If thinking through the required transmission dynamics doesn’t raise your alarm bells, consider this: The paper’s results show that the significant increase in transmission was only evident after Aug. 26. That makes sense—it would be consistent with a lag time for infections from the beginning of the rally. Nonetheless, the authors state that their estimate of the total number of cases, 266,796, represents “19 percent of the 1.4 million cases of COVID-19 in the United States between August 2nd 2020 and September 2nd.” (Italics mine.) In reality, these extra cases must have occurred in the second half of the month, meaning these estimates would account for a staggering 45 percent of U.S. cases over those two weeks. This simply doesn’t seem plausible.
The 266,796 number also overstates the precision of the estimates in the paper even if the model is taken at face value. The confidence intervals for the “high inflow” counties seem to include zero (meaning the authors can’t say with statistical confidence that there was any difference in infections across counties due to the rally). No standard errors (measures of the variability around the estimate) are provided for the main regression results, and many of the p-values for key results are not statistically significant at conventional levels. So even if one believes the design and assumptions, the results are very “noisy” and subject to caveats that don’t merit the broadcasting of the highly specific 266,796 figure with confidence, though I imagine that “somewhere between zero and 450,000 infections” would not have been as headline-grabbing.
None of this means that the rally was probably harmless. Common sense would tell us that such a large event with close contact was risky and did increase transmission.

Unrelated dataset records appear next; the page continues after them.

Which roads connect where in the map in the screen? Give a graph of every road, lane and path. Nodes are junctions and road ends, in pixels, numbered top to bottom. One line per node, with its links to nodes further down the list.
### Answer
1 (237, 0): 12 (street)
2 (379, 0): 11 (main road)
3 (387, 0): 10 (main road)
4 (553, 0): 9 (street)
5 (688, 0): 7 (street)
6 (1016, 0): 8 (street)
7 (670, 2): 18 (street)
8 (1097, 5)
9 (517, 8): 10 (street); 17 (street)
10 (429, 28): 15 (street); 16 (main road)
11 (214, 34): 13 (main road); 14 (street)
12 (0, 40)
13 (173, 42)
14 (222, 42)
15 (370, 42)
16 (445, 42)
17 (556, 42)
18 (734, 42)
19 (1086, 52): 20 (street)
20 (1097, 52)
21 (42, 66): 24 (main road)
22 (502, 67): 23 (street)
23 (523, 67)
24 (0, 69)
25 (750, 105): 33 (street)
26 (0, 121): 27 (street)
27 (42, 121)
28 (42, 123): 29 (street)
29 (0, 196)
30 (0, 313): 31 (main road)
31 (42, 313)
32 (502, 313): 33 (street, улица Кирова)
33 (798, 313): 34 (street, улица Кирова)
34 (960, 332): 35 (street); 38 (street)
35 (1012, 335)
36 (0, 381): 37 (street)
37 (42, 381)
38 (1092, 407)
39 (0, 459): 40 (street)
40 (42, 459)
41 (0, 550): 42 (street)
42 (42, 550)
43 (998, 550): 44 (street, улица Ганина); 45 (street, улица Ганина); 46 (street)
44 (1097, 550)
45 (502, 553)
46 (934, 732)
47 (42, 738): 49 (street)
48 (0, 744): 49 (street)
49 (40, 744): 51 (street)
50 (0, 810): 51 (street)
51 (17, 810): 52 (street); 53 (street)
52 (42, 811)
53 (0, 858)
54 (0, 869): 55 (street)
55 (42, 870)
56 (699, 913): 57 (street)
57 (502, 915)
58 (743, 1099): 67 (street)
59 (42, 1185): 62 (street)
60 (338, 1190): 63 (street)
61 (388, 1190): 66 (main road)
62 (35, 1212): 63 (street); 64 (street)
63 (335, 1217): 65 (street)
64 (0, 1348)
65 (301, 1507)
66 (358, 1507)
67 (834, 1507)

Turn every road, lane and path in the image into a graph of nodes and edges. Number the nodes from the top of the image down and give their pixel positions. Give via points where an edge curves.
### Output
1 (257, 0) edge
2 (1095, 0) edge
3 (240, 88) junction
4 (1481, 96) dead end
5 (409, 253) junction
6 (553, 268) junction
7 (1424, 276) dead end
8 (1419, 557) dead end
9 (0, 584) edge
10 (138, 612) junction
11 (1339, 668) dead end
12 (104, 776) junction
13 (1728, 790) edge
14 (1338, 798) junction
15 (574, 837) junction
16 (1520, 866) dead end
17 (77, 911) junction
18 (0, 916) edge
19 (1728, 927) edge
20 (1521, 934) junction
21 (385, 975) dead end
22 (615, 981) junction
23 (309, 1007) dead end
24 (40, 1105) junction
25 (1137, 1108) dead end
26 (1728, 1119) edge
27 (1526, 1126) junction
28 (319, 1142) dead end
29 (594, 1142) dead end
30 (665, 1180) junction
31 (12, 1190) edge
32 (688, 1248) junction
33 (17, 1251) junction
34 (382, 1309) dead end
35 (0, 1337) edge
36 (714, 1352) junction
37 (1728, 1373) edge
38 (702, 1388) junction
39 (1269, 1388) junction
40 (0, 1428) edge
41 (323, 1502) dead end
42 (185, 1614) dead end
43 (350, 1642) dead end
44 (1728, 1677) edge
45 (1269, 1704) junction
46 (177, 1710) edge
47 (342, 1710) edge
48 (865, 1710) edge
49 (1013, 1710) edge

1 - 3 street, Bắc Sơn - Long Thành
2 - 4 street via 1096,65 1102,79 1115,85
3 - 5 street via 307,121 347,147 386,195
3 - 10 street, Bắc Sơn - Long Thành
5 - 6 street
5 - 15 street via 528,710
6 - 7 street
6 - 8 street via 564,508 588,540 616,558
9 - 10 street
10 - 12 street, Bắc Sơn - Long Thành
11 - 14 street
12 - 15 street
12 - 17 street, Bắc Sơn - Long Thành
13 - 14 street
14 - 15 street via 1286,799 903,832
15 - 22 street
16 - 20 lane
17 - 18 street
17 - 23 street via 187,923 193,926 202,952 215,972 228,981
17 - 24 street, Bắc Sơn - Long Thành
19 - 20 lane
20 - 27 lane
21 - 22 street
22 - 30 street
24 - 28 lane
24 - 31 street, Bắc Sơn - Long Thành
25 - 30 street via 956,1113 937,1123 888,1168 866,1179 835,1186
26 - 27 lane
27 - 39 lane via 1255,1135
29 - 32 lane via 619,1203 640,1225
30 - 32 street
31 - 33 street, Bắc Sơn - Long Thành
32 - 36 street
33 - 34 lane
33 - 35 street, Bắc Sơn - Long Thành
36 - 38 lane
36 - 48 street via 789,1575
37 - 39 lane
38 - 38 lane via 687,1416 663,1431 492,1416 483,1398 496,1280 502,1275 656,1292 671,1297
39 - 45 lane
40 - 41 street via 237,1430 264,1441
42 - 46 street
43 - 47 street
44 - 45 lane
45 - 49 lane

The paper’s estimates for the rise in cases in Meade County, South Dakota, the site of the rally, reports a more plausible increase of between 177 and 195 cases, consistent with raw data.* Given the huge inflow to this specific location along with increased testing for the event, a bump was not surprising. Contact tracing reports have identified cases and deaths linked to the event, but in the range of hundreds.
More broadly, while it’s important for us to understand factors driving COVID-19 transmission, the methodological challenges to identifying these effects at the aggregate level are difficult to overcome. Improved contact tracing and surveys at the individual level are the best way to gain insights into transmission dynamics. (At Dear Pandemic, a COVID-19 science communication effort I run with colleagues, we unfortunately spend much of our time explaining and correcting such misleading statistics.) The authors of this study have used the same study design to estimate the effects of other mass gatherings including the BLM protests and Trump’s June Tulsa, Oklahoma, rally. Each paper has given some part of the political spectrum something they might want to hear but has done very little to illuminate the actual risks of COVID-19 transmission at these events. Exaggerated headlines and cherry-picking of results for “I told you so” media moments can dangerously undermine the long-term integrity of the science—something we can little afford right now.
Correction, Sept. 11, 2020: This article originally and erroneously questioned the paper’s estimates for Meade County based on a data error. The Meade County estimates are in fact in a range consistent with raw county data.